In the interim, Black women across the country sought political power by a variety of means. In Illinois, where journalist and anti-lynching advocate Ida B. Wells had founded the Alpha Suffrage Club, Black women’s votes helped elect Oscar De Priest, the first Black member of Congress in the 20th century. In Florida, Mary McLeod Bethune organized Black women voters — work that prompted Ku Klux Klan members to march, more than once, onto the campus of her Daytona Beach school for girls. (Bethune faced down the KKK, but such intimidation led many women to stay home.) By the 1930s, Bethune was in Washington, pursuing power through federal appointments and patronage; she founded the National Council of Negro Women and Franklin Roosevelt’s “Black Cabinet.” In Alabama, Rosa Parks turned up to an NAACP meeting in 1943 and soon was helping to lead the Montgomery Voters League.

In the 1950s and 1960s, efforts to organize were increasingly met with violence, but local work persisted — and created a collective rumble. In 1951, female students at Bennett College in North Carolina encouraged Black residents of Greensboro to register. In 1954, the educator and activist Septima Clark trained to register Black voters at Tennessee’s Highlander Folk School and ran citizenship workshops that taught basic literacy and the civics of voting rights. By 1958, the activist Ella Baker was organizing Black voters in the Crusade for Citizenship, despite encountering widespread resistance from White officials. By 1964, organizer and activist Fannie Lou Hamer told a national television audience how Black Mississippians had been excluded from selecting the state’s delegates to the Democratic National Convention and called for members of her Mississippi Freedom Democratic Party to be seated in their place. After four girls were killed in the bombing of the 16th Street Baptist Church in Birmingham, Ala., in 1963, civil rights strategist Diane Nash headed to Selma, where she helped organize those who marched across the Edmund Pettus Bridge on Bloody Sunday.

When the Voting Rights Act became law in August 1965, the signing ceremony attendees included a who’s who of the civil rights movement. For the Black women present — including Patricia Roberts Harris, Vivian Malone and Zephyr Wright — the occasion was a rebuke to the disappointments of 1920. They rightly took credit for the decades of work that followed.
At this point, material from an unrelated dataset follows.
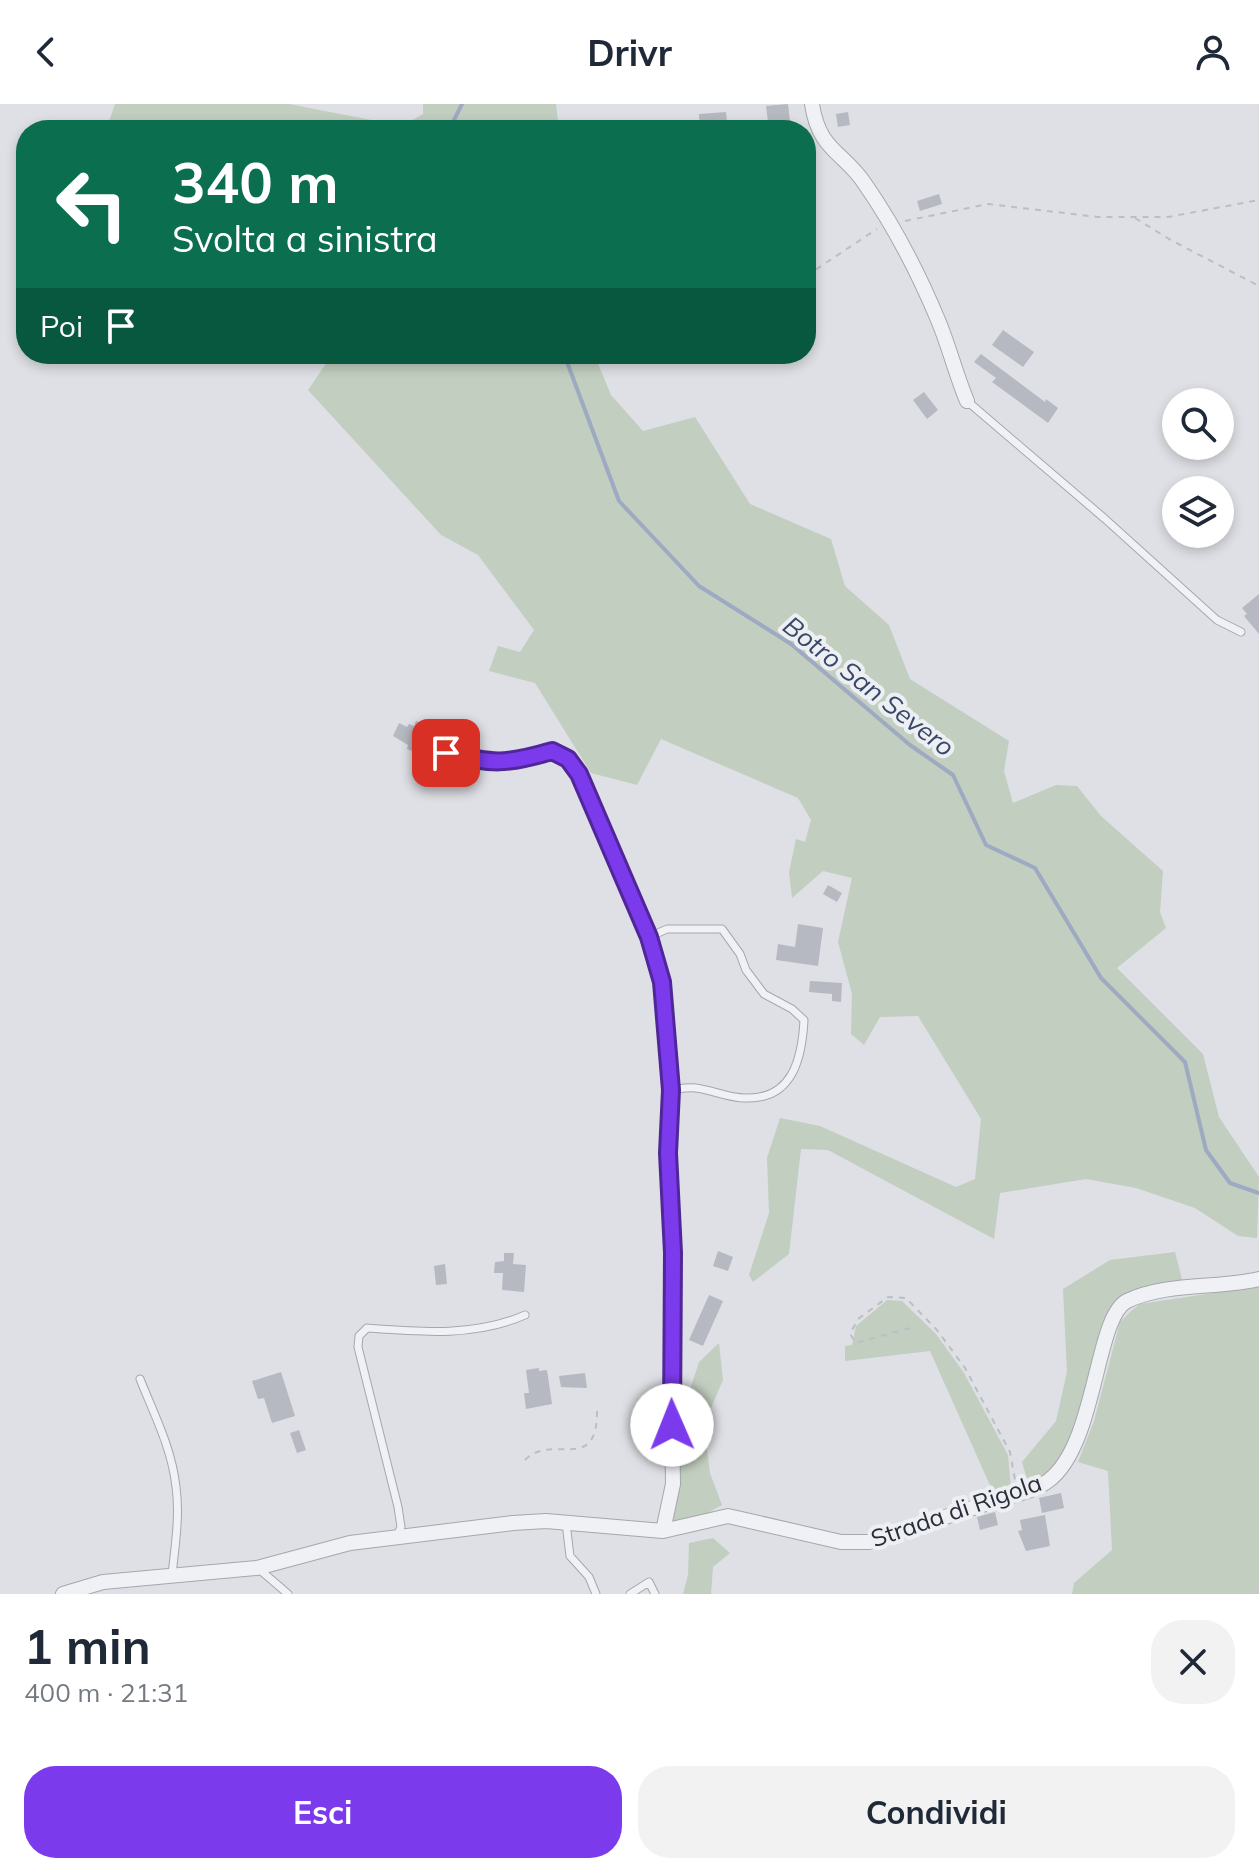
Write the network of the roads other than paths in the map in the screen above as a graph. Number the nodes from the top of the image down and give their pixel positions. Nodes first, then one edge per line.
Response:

The work is not over, however. Since the 2013 decision in Shelby County v. Holder gutted provisions of the Voting Rights Act, state laws that do not declare an intent to discriminate are suppressing the votes of Americans of color through ID requirements, while voter rolls are purged and polling places closed. Covid-19 also poses an outsize risk to voters of color. Despite the 15th, 19th and 24th Amendments, voting rights are still not guaranteed. In 1920, too few Americans were willing to join with Black women. Perhaps this year, at least that will be different.